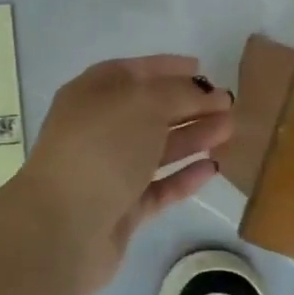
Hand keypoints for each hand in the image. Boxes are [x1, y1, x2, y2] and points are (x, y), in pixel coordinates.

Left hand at [17, 55, 234, 294]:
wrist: (63, 226)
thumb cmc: (102, 148)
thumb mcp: (144, 103)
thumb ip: (179, 93)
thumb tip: (204, 92)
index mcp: (92, 94)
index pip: (134, 72)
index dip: (168, 68)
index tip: (203, 69)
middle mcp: (98, 129)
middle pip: (149, 111)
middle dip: (189, 105)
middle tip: (229, 105)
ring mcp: (109, 171)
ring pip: (157, 149)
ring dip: (193, 137)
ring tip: (229, 131)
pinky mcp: (121, 209)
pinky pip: (158, 187)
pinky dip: (183, 176)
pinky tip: (211, 168)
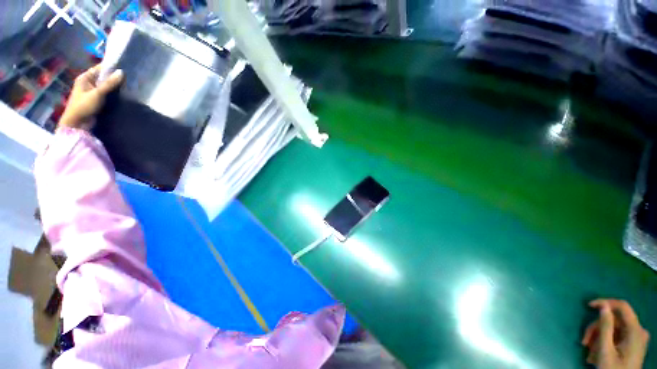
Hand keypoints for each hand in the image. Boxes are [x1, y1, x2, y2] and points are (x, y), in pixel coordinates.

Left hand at [59, 65, 123, 129]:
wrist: (77, 123)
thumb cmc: (84, 106)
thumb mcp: (97, 93)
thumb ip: (110, 83)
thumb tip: (122, 72)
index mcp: (85, 78)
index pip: (100, 69)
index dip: (111, 68)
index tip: (124, 68)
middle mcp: (88, 83)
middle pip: (103, 77)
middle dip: (114, 78)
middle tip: (129, 78)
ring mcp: (92, 92)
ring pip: (106, 86)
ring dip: (114, 87)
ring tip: (128, 86)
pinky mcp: (96, 100)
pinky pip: (106, 94)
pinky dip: (113, 93)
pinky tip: (121, 94)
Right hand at [582, 299, 649, 368]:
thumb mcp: (606, 351)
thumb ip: (606, 327)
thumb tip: (603, 307)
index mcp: (635, 331)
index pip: (622, 307)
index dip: (606, 302)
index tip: (589, 305)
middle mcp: (638, 331)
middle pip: (614, 321)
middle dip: (596, 330)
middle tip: (584, 342)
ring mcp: (636, 338)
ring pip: (613, 329)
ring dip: (598, 338)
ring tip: (588, 351)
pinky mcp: (632, 344)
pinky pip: (616, 336)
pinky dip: (603, 342)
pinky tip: (596, 353)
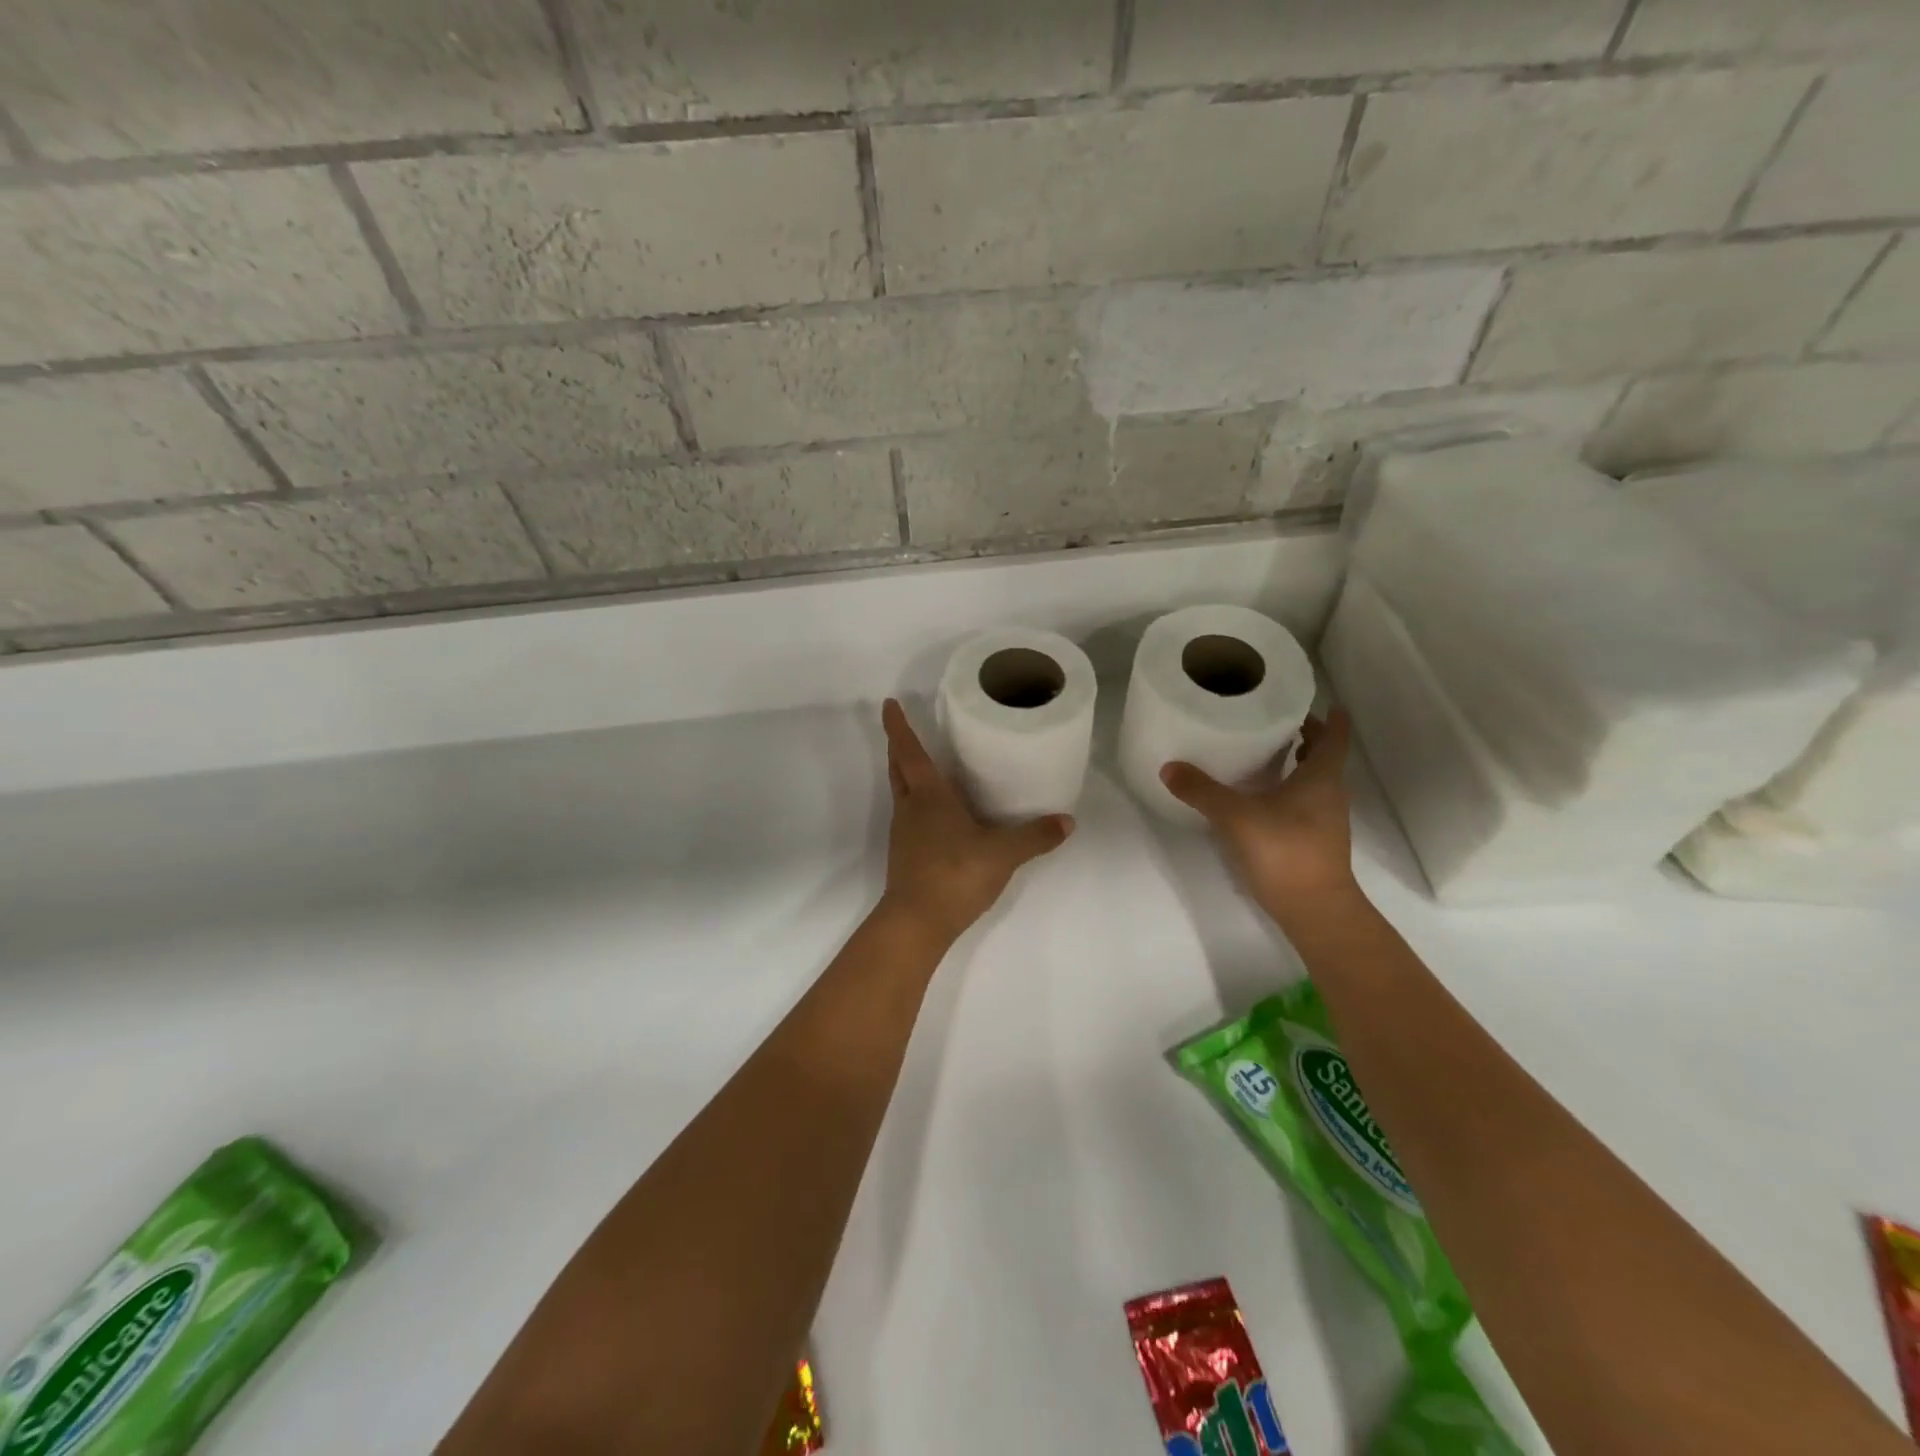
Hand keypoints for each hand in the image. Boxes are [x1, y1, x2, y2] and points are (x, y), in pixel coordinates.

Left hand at [877, 699, 1072, 945]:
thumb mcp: (1003, 853)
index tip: (889, 703)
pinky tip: (941, 816)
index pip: (908, 751)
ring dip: (908, 777)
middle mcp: (910, 809)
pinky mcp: (906, 856)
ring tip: (930, 769)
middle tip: (906, 731)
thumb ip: (1035, 837)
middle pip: (898, 769)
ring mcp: (904, 834)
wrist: (917, 922)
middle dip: (898, 747)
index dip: (897, 726)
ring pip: (902, 794)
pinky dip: (919, 806)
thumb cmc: (955, 874)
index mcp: (928, 796)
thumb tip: (1067, 822)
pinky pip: (911, 819)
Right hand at [1161, 711, 1357, 918]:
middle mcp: (1329, 795)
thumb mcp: (1235, 816)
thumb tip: (1169, 767)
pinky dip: (1288, 791)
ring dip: (1297, 765)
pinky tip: (1260, 797)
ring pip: (1315, 782)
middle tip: (1278, 721)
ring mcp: (1325, 821)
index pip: (1335, 738)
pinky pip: (1304, 804)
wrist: (1314, 910)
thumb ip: (1202, 791)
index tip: (1323, 701)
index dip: (1331, 718)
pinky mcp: (1314, 842)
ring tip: (1266, 754)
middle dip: (1307, 738)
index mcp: (1321, 778)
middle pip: (1324, 758)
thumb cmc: (1284, 851)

▬▬▬▬▬▬▬▬▬▬

**What you are asked to do**
Everything from the line above that contains "index tip: (203, 69)" down to the line that contains "wrist: (1314, 910)" must be reproduced exactly, both ends included. Omit the pictures.

**Written solution**
index tip: (203, 69)
middle mcp: (98, 129)
middle pip: (149, 111)
middle dip: (189, 105)
middle tip: (229, 105)
ring mcp: (109, 171)
ring pip: (157, 149)
ring dip: (193, 137)
ring tip: (229, 131)
pinky mcp: (121, 209)
pinky pip: (158, 187)
pinky dip: (183, 176)
pinky tip: (211, 168)
Hand keypoints for each hand in the image. Boxes are [x1, y1, x2, y2] and points are (x, y), in pixel coordinates.

Left hand at [59, 65, 123, 129]:
wrist: (77, 123)
thumb cmc: (84, 106)
thumb mcp: (97, 93)
thumb ip: (110, 83)
thumb tip: (122, 72)
index mcp: (85, 78)
index pip: (100, 69)
index dip: (111, 68)
index tip: (124, 68)
middle mcp: (88, 83)
middle pip: (103, 77)
middle dip: (114, 78)
middle tip: (129, 78)
ring mcp: (92, 92)
ring pip: (106, 86)
ring dip: (114, 87)
ring tip: (128, 86)
pinky mcp: (96, 100)
pinky pip: (106, 94)
pinky dip: (113, 93)
pinky tip: (121, 94)
Right hand at [582, 299, 649, 368]:
thumb mcp: (606, 351)
thumb ip: (606, 327)
thumb tip: (603, 307)
index mcp: (635, 331)
index pip: (622, 307)
index dip: (606, 302)
index tip: (589, 305)
middle mcp: (638, 331)
middle pip: (614, 321)
middle dip: (596, 330)
middle tip: (584, 342)
ring mcp: (636, 338)
ring pip: (613, 329)
ring dip: (598, 338)
ring tip: (588, 351)
pinky mcp: (632, 344)
pinky pip: (616, 336)
pinky dip: (603, 342)
pinky tip: (596, 353)
Hand keypoints for each hand in the image. Boxes are [x1, y1, x2, y2] and points are (x, y), in pixel coordinates.

Left hand at [877, 699, 1072, 945]:
thumb mcp: (1003, 853)
index tip: (889, 703)
pinky tip: (941, 816)
index pip: (908, 751)
ring dip: (908, 777)
middle mcp: (910, 809)
pinky mcp: (906, 856)
ring tip: (930, 769)
middle tip: (906, 731)
thumb ip: (1035, 837)
middle pip: (898, 769)
ring mcp: (904, 834)
wrist: (917, 922)
middle dip: (898, 747)
index dip: (897, 726)
ring pip: (902, 794)
pinky dip: (919, 806)
thumb cmc: (955, 874)
index mcp: (928, 796)
thumb tip: (1067, 822)
pinky pip: (911, 819)
Right hand at [1161, 711, 1357, 918]:
middle mcp: (1329, 795)
thumb mcp: (1235, 816)
thumb tip: (1169, 767)
pinky dip: (1288, 791)
ring dip: (1297, 765)
pinky tip: (1260, 797)
ring pip: (1315, 782)
middle tip: (1278, 721)
ring mcp: (1325, 821)
index pip: (1335, 738)
pinky pip: (1304, 804)
wrist: (1314, 910)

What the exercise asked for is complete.